### ASSIGNMENT
Please state how many lines of the listing contain the word "each", giving the number by itself.

### PROVIDED RECORDS
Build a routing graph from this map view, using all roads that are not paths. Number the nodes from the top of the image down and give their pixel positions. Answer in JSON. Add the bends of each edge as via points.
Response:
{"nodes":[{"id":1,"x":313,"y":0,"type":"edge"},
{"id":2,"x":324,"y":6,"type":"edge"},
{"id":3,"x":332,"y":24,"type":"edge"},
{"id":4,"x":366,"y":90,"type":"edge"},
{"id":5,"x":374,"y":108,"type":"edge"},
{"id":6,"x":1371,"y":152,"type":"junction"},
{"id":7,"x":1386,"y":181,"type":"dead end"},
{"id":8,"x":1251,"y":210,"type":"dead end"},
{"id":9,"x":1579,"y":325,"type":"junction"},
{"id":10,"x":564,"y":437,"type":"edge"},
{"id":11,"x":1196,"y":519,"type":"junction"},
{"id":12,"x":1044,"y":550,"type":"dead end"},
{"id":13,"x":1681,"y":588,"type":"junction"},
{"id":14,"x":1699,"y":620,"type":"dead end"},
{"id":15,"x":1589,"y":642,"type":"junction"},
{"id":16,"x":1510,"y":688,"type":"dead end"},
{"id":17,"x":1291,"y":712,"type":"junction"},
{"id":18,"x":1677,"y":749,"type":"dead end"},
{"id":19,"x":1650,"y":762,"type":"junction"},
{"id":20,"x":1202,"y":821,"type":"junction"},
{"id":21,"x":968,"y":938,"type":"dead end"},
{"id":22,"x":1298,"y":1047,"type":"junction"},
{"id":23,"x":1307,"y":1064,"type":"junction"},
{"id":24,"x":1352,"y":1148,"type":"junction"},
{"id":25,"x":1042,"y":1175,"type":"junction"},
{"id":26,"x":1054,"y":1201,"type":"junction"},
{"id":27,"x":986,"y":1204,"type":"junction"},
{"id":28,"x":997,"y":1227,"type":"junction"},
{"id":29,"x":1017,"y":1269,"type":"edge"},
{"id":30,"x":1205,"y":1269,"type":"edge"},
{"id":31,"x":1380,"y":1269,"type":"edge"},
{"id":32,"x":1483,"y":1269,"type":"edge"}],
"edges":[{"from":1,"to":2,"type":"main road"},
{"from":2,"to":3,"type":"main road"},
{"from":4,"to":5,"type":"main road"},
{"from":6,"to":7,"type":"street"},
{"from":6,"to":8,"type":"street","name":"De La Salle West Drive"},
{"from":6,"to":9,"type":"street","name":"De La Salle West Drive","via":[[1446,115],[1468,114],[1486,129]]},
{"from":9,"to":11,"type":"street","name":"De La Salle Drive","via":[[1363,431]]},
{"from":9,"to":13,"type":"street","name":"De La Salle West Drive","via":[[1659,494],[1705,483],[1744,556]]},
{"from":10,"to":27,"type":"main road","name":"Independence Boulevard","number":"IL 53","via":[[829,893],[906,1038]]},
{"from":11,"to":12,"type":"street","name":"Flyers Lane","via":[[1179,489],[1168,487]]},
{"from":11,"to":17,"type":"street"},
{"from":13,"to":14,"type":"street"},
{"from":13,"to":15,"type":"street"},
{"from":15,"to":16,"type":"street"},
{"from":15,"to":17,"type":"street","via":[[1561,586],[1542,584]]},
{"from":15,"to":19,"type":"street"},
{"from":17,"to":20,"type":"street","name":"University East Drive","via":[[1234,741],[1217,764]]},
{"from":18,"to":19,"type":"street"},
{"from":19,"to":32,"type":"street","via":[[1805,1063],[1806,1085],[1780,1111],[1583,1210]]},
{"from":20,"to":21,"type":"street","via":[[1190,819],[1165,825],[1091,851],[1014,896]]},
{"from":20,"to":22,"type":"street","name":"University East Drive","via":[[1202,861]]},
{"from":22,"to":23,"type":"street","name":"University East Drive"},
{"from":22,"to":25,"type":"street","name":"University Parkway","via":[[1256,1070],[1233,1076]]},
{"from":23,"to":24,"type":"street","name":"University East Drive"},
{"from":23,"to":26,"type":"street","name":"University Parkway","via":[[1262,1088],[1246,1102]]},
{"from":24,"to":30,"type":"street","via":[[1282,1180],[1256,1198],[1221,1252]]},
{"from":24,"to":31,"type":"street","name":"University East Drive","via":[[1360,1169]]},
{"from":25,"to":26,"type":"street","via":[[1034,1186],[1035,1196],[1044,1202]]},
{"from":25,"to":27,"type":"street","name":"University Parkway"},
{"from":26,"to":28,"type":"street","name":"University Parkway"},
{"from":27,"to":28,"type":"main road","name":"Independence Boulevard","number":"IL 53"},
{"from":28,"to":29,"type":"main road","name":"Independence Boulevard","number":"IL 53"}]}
==
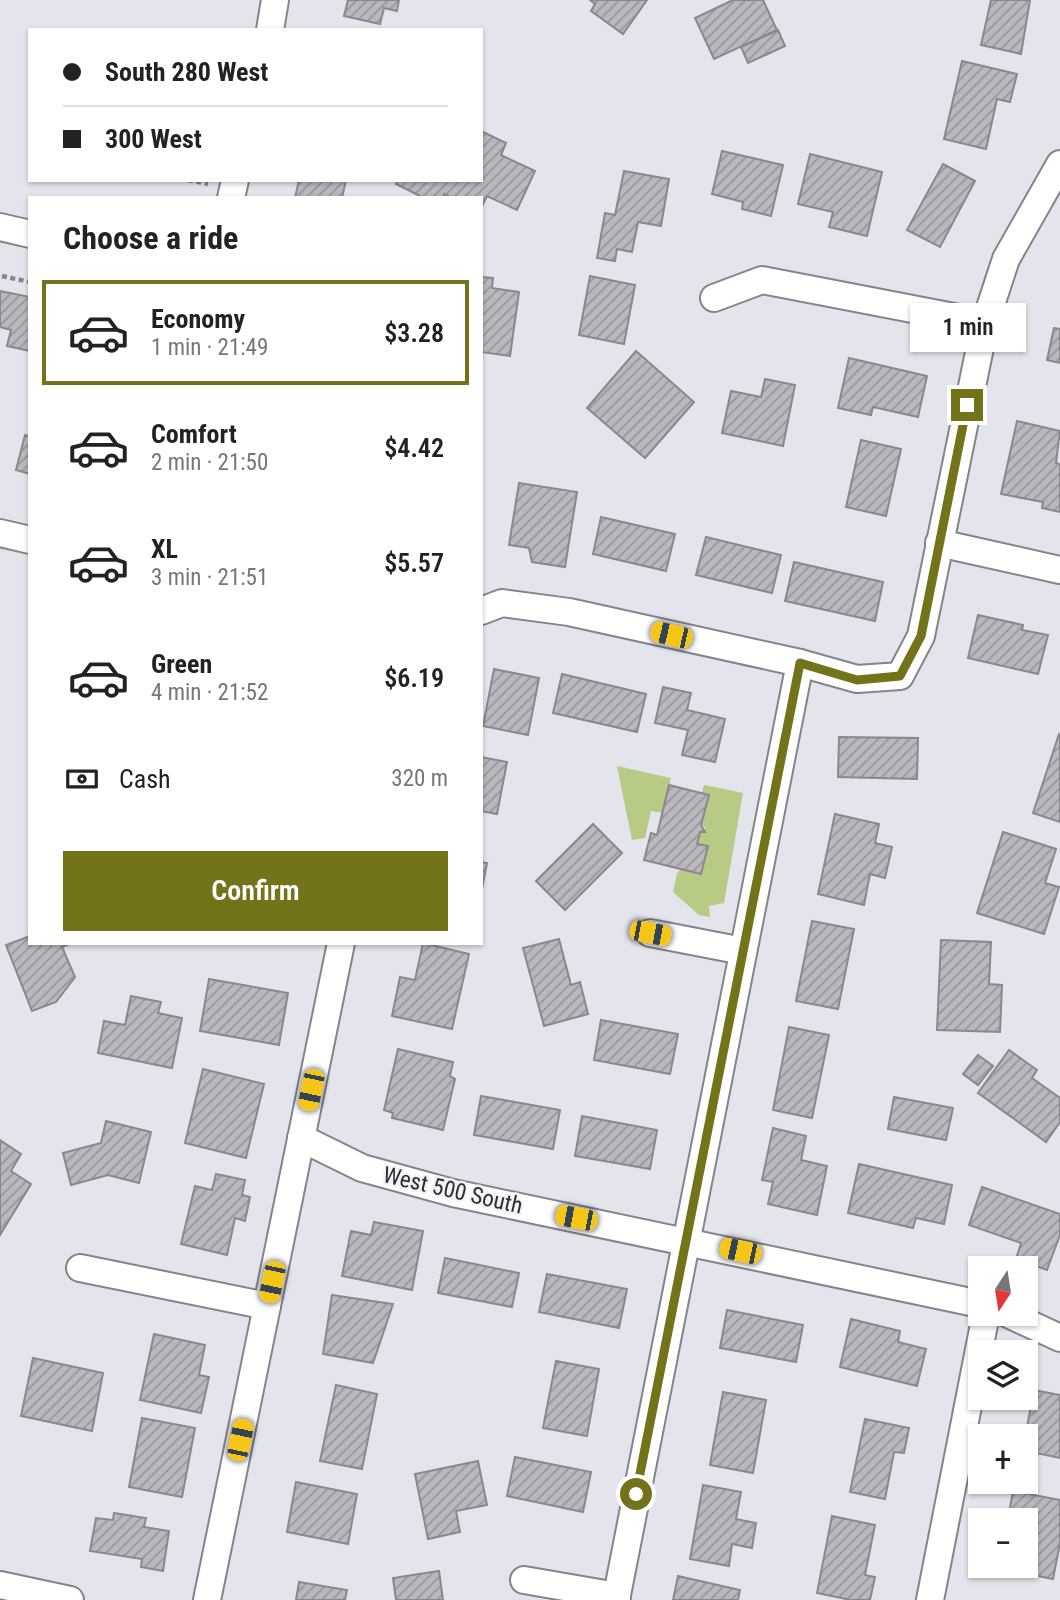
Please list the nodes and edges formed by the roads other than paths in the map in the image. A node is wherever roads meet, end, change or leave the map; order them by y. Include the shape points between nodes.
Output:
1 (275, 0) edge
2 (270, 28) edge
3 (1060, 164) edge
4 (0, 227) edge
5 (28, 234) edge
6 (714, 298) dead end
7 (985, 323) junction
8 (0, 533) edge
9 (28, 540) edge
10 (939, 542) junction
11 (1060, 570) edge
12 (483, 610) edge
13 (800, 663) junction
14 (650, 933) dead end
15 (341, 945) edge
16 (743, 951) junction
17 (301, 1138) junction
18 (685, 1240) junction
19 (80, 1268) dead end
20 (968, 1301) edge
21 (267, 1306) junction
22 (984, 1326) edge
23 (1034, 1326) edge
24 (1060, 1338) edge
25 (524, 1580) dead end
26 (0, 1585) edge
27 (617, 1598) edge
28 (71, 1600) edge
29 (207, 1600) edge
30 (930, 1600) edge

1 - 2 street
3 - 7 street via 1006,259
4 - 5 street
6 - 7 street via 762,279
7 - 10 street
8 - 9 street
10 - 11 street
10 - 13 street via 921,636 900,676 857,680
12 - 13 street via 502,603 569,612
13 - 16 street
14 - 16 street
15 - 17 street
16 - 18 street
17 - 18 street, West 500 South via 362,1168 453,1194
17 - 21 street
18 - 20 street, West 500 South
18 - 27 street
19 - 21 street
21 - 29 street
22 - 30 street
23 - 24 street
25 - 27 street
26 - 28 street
--
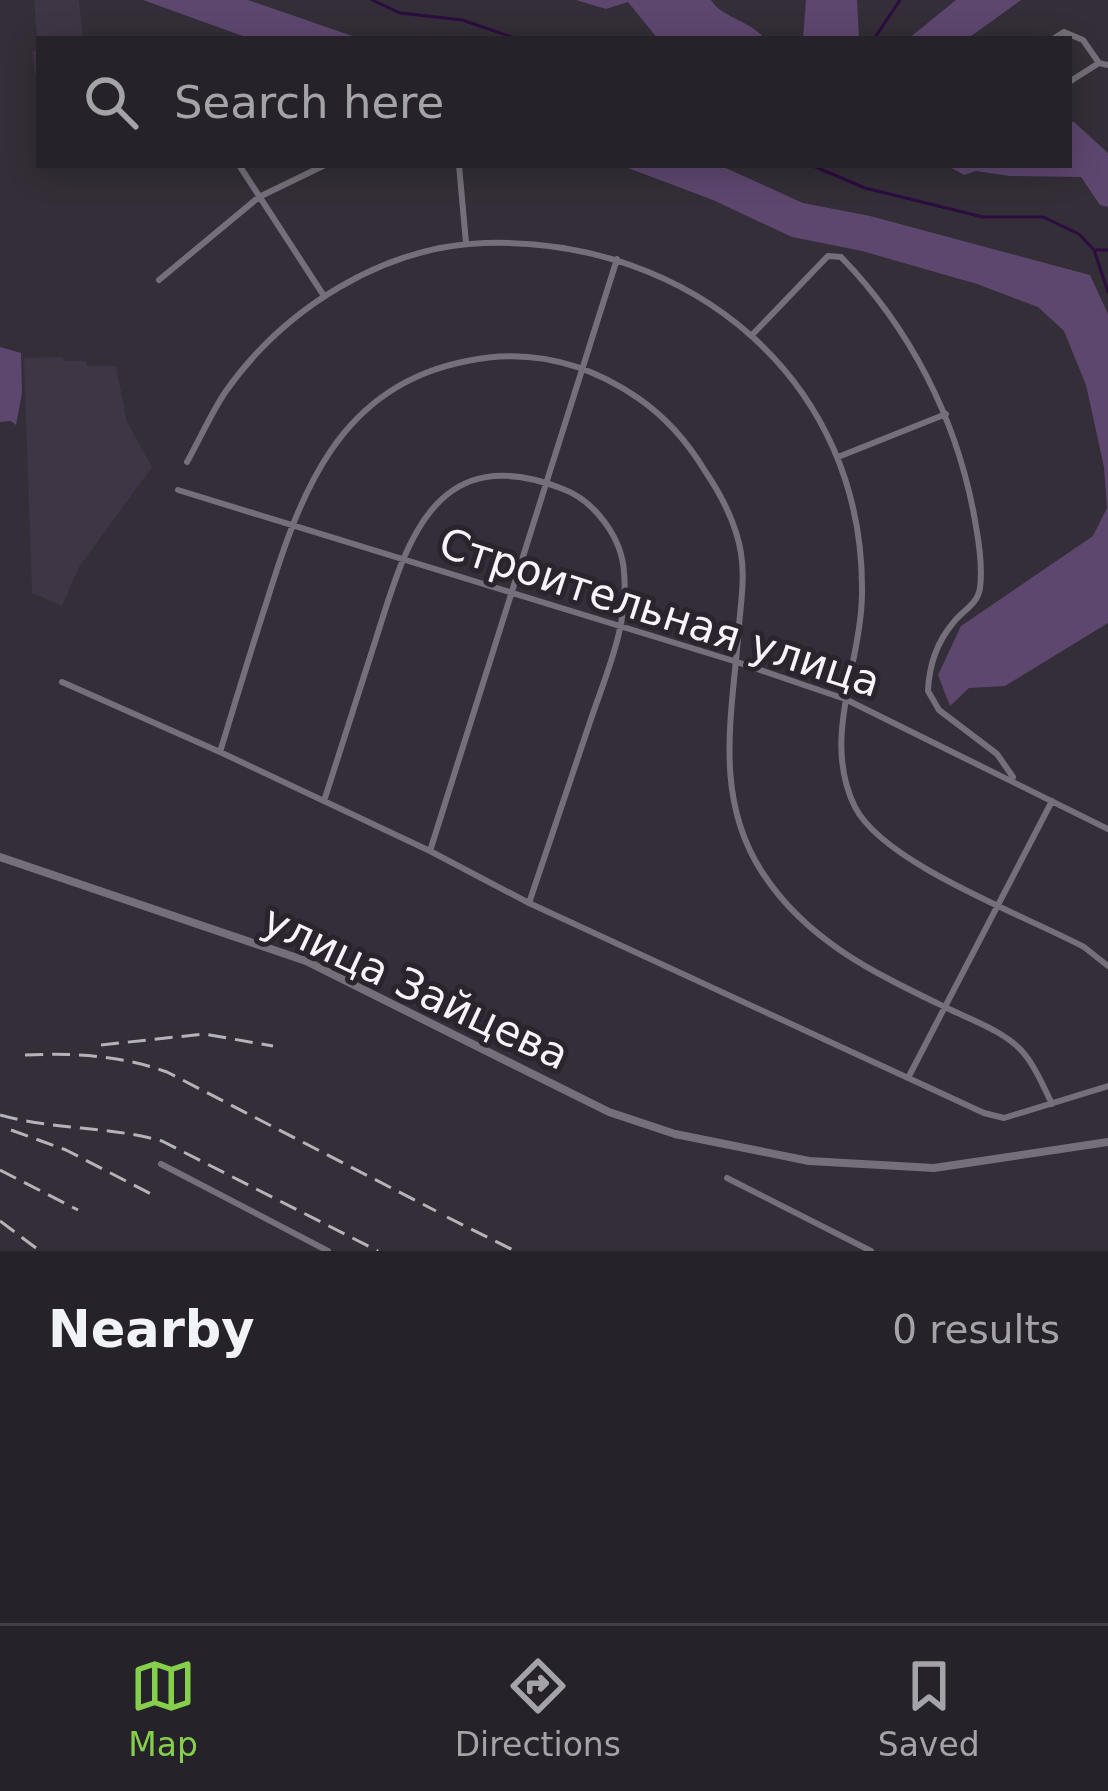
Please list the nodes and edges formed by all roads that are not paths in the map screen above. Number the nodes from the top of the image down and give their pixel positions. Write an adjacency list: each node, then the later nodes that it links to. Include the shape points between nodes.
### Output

### PROBLEM SOLUTION
2